BEGIN
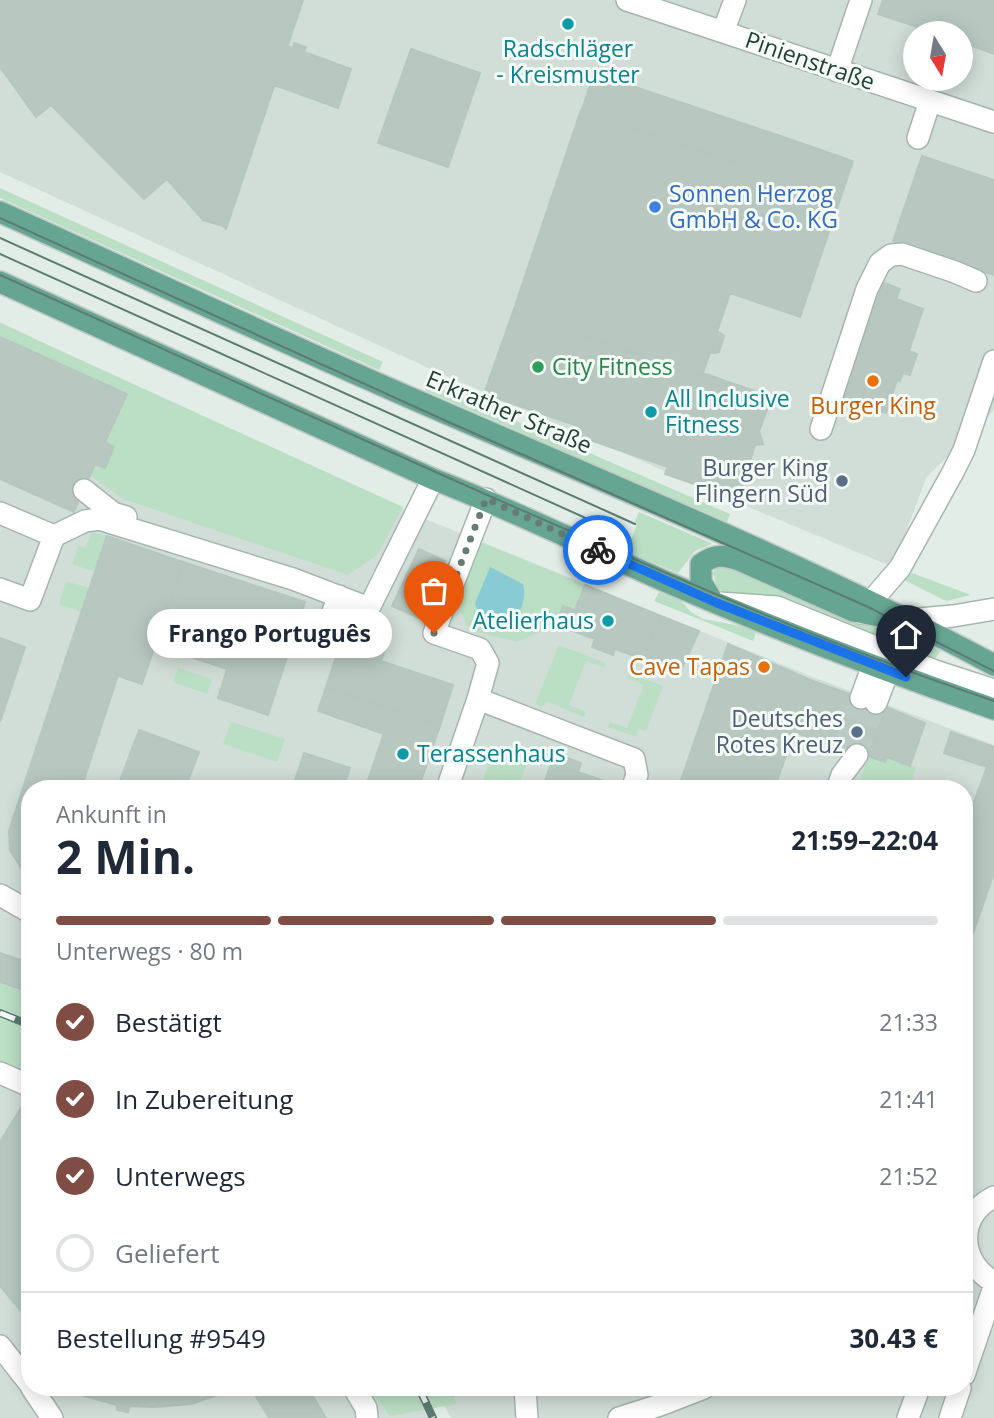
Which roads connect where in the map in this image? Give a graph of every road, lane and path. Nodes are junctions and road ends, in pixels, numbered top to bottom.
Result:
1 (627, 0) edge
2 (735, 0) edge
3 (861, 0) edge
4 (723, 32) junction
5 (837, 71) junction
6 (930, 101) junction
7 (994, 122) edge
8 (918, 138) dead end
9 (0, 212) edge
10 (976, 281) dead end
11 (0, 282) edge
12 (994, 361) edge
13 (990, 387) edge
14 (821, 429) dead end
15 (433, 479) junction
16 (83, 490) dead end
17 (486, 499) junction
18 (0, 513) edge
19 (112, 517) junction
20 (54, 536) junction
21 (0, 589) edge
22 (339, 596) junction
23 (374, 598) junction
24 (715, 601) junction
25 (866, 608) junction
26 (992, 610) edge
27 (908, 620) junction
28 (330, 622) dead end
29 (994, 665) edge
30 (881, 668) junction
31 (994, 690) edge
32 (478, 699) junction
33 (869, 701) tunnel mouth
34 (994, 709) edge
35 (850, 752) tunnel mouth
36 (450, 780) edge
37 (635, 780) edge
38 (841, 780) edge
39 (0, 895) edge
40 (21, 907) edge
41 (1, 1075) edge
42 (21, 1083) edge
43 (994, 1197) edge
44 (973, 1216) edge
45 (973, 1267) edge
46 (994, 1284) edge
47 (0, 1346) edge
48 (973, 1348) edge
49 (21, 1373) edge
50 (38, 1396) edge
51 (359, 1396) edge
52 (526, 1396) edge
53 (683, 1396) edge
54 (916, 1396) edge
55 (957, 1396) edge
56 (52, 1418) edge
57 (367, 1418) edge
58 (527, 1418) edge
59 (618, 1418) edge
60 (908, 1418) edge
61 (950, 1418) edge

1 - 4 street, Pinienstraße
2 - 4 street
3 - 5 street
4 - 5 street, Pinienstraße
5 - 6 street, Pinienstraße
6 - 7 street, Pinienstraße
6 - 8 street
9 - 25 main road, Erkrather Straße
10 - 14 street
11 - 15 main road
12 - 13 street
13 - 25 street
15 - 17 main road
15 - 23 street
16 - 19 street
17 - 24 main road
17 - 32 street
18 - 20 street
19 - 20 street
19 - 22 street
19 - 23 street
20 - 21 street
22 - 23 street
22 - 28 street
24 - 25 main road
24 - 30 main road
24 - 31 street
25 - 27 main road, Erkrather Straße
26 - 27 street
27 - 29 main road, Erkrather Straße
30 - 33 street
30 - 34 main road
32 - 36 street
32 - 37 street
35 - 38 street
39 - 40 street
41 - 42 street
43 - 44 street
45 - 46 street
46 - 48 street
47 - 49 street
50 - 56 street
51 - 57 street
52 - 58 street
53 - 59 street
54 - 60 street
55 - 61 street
END
BEGIN
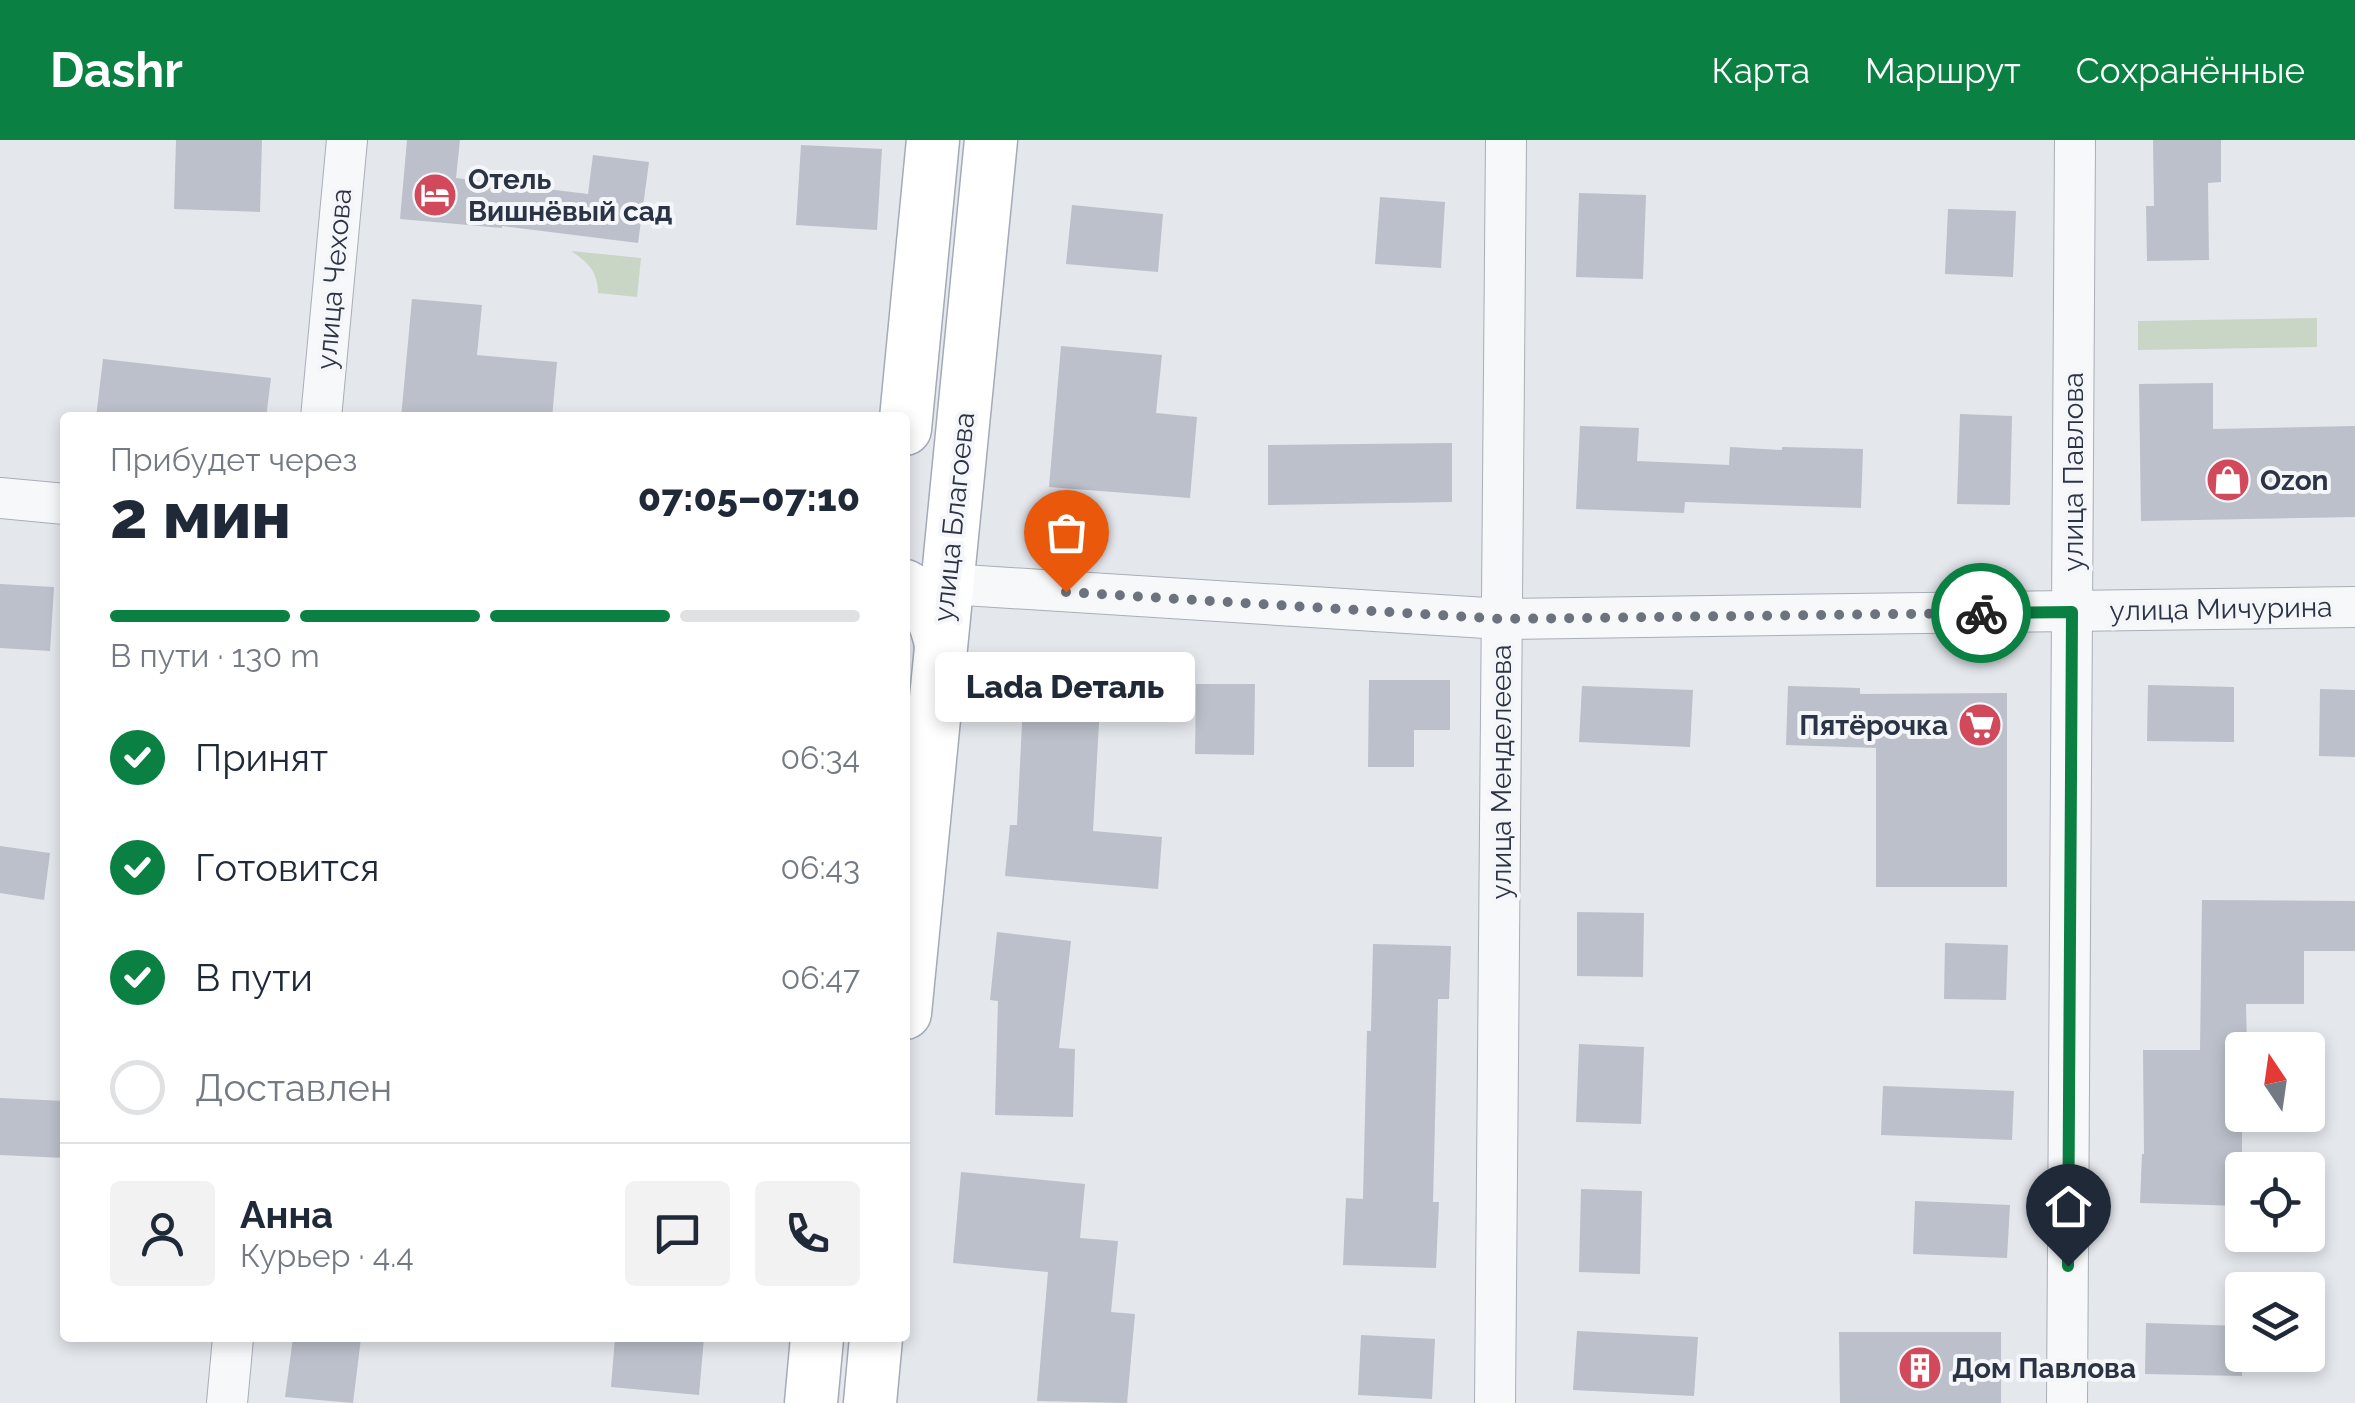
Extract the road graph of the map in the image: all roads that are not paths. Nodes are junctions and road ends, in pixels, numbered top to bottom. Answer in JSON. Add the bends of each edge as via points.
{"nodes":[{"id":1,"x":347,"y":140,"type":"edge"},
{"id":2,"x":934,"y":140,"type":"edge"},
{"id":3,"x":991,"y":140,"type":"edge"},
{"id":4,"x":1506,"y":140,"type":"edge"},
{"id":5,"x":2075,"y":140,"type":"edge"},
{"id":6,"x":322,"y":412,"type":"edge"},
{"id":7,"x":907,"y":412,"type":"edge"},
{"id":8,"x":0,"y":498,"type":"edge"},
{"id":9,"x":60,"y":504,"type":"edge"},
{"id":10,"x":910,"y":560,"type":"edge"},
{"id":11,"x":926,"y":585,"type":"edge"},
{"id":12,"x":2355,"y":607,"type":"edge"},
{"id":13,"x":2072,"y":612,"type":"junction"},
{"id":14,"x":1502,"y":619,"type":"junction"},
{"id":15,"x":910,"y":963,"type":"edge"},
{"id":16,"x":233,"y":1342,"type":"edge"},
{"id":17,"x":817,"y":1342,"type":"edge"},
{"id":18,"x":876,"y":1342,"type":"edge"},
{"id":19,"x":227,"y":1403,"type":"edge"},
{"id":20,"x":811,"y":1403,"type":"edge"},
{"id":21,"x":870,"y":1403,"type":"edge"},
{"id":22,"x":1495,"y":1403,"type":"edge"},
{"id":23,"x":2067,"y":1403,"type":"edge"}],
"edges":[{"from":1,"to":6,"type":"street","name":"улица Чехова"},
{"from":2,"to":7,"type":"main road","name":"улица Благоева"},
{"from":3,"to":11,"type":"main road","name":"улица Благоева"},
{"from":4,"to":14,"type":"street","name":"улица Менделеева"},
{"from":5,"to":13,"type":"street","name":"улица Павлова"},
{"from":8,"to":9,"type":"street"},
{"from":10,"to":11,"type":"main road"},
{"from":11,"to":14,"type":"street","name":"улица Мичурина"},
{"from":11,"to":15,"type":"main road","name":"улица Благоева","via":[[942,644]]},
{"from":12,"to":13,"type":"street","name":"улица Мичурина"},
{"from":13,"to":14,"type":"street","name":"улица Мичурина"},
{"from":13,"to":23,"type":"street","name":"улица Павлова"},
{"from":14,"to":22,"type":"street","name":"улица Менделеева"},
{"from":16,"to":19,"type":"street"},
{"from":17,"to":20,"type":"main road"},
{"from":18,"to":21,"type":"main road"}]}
END
:: The problem ::
The number alone is wanted: how many lines of the records above include the string "graph".

:: Answer to this task ::
2